Dataset entries:
[Start of Attachment]

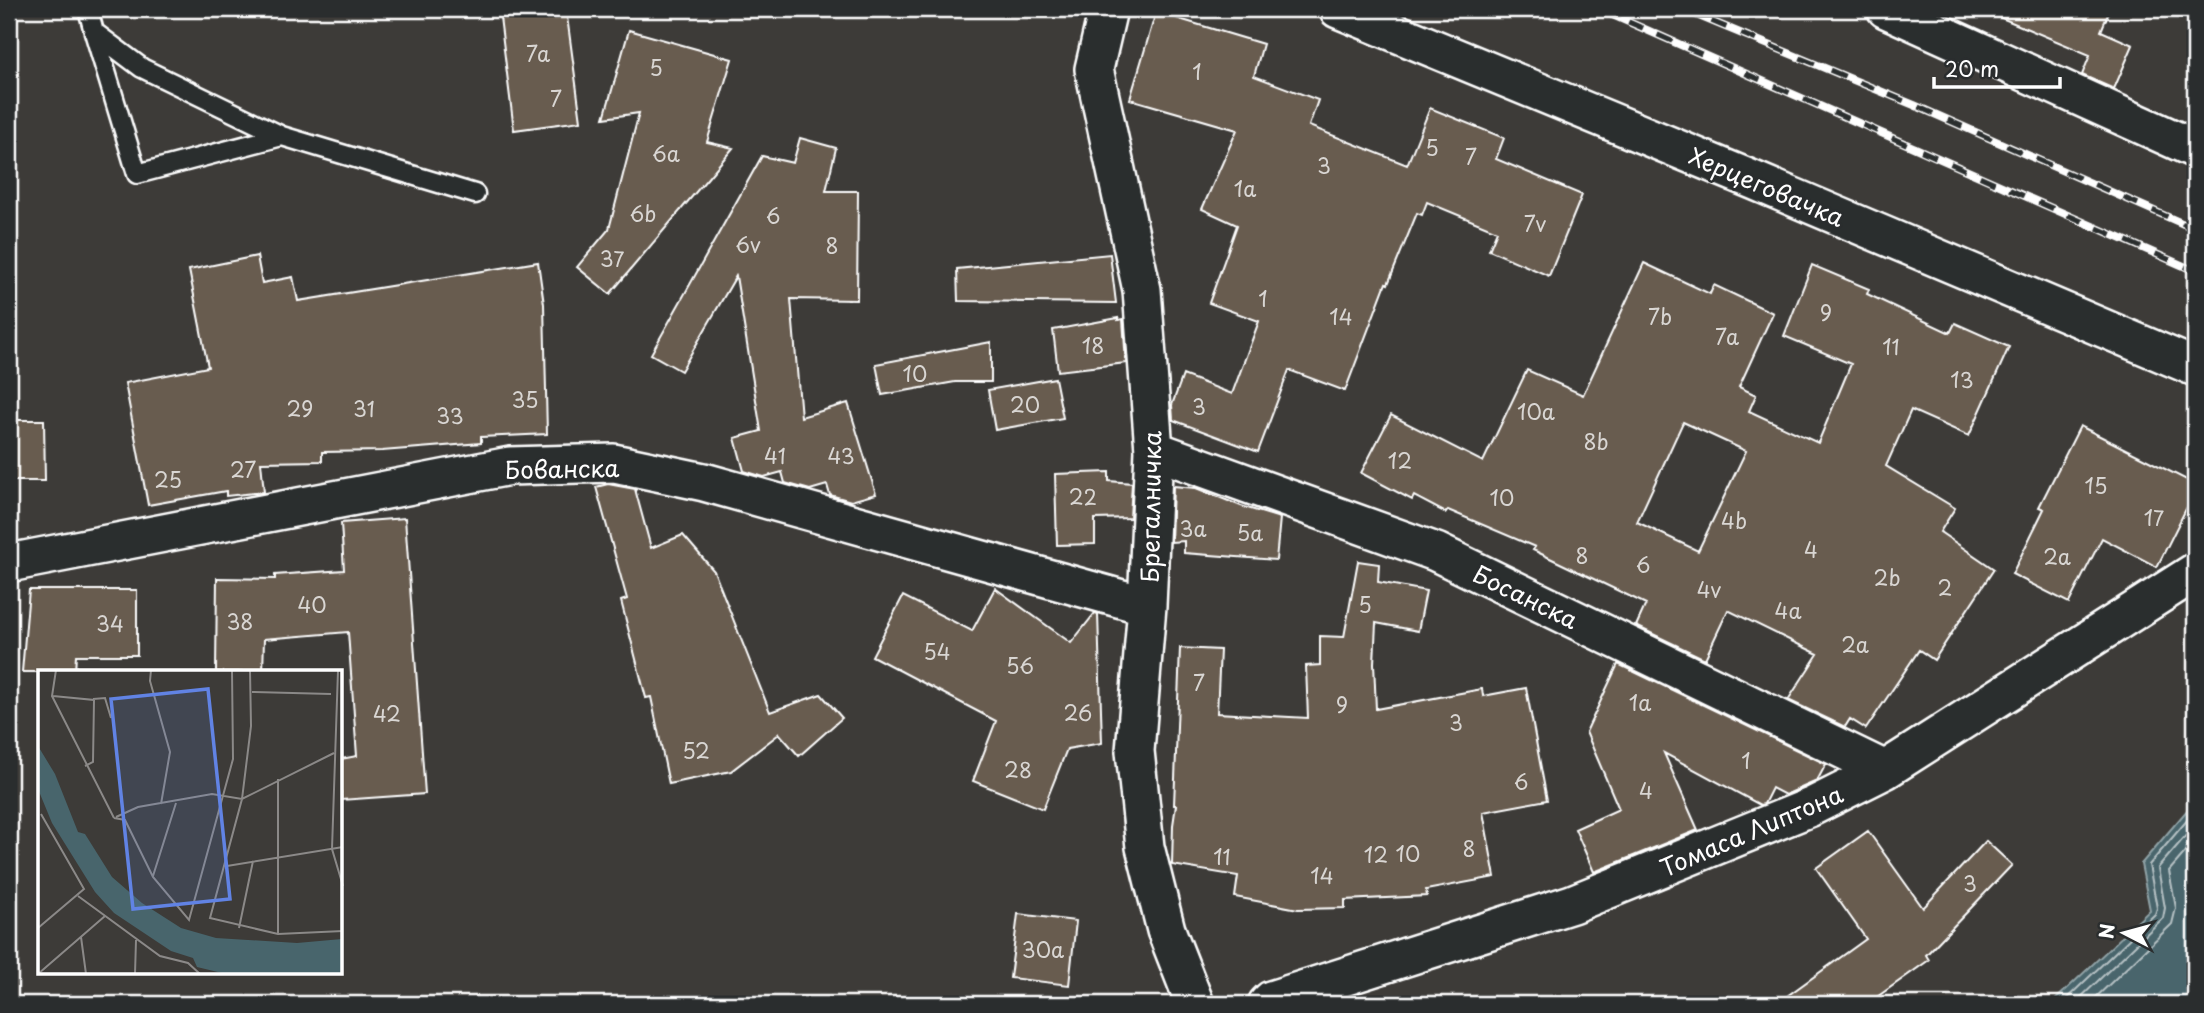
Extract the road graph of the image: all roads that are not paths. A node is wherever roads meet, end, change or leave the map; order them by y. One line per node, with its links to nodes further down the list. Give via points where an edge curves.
1 (88, 9): 5 (lane)
2 (1108, 9): 10 (street, Брегалничка, via 1094,69 1142,290)
3 (1338, 9): 9 (street, Херцеговачка)
4 (1886, 9): 7 (street)
5 (94, 32): 6 (lane, via 142,68); 6 (lane, via 137,174)
6 (282, 136): 8 (lane)
7 (2195, 149)
8 (475, 194)
9 (2195, 367)
10 (1154, 450): 13 (street, Брегалничка); 14 (street, Босанска, via 1436,552)
11 (9, 563): 13 (street, Бованска, via 510,466 614,463 704,482)
12 (2195, 572): 14 (street, Томаса Липтона)
13 (1147, 606): 15 (street, Брегалничка, via 1135,751 1145,847 1166,930)
14 (1885, 770): 16 (street, Томаса Липтона, via 1811,807 1572,904)
15 (1195, 1004)
16 (1267, 1004)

[End of Attachment]

▶ Task description
Your answer must restate the entries word for word and contain no pictures.

▶ Answer
Extract the road graph of the image: all roads that are not paths. A node is wherever roads meet, end, change or leave the map; order them by y. One line per node, with its links to nodes further down the list. Give via points where an edge curves.
1 (88, 9): 5 (lane)
2 (1108, 9): 10 (street, Брегалничка, via 1094,69 1142,290)
3 (1338, 9): 9 (street, Херцеговачка)
4 (1886, 9): 7 (street)
5 (94, 32): 6 (lane, via 142,68); 6 (lane, via 137,174)
6 (282, 136): 8 (lane)
7 (2195, 149)
8 (475, 194)
9 (2195, 367)
10 (1154, 450): 13 (street, Брегалничка); 14 (street, Босанска, via 1436,552)
11 (9, 563): 13 (street, Бованска, via 510,466 614,463 704,482)
12 (2195, 572): 14 (street, Томаса Липтона)
13 (1147, 606): 15 (street, Брегалничка, via 1135,751 1145,847 1166,930)
14 (1885, 770): 16 (street, Томаса Липтона, via 1811,807 1572,904)
15 (1195, 1004)
16 (1267, 1004)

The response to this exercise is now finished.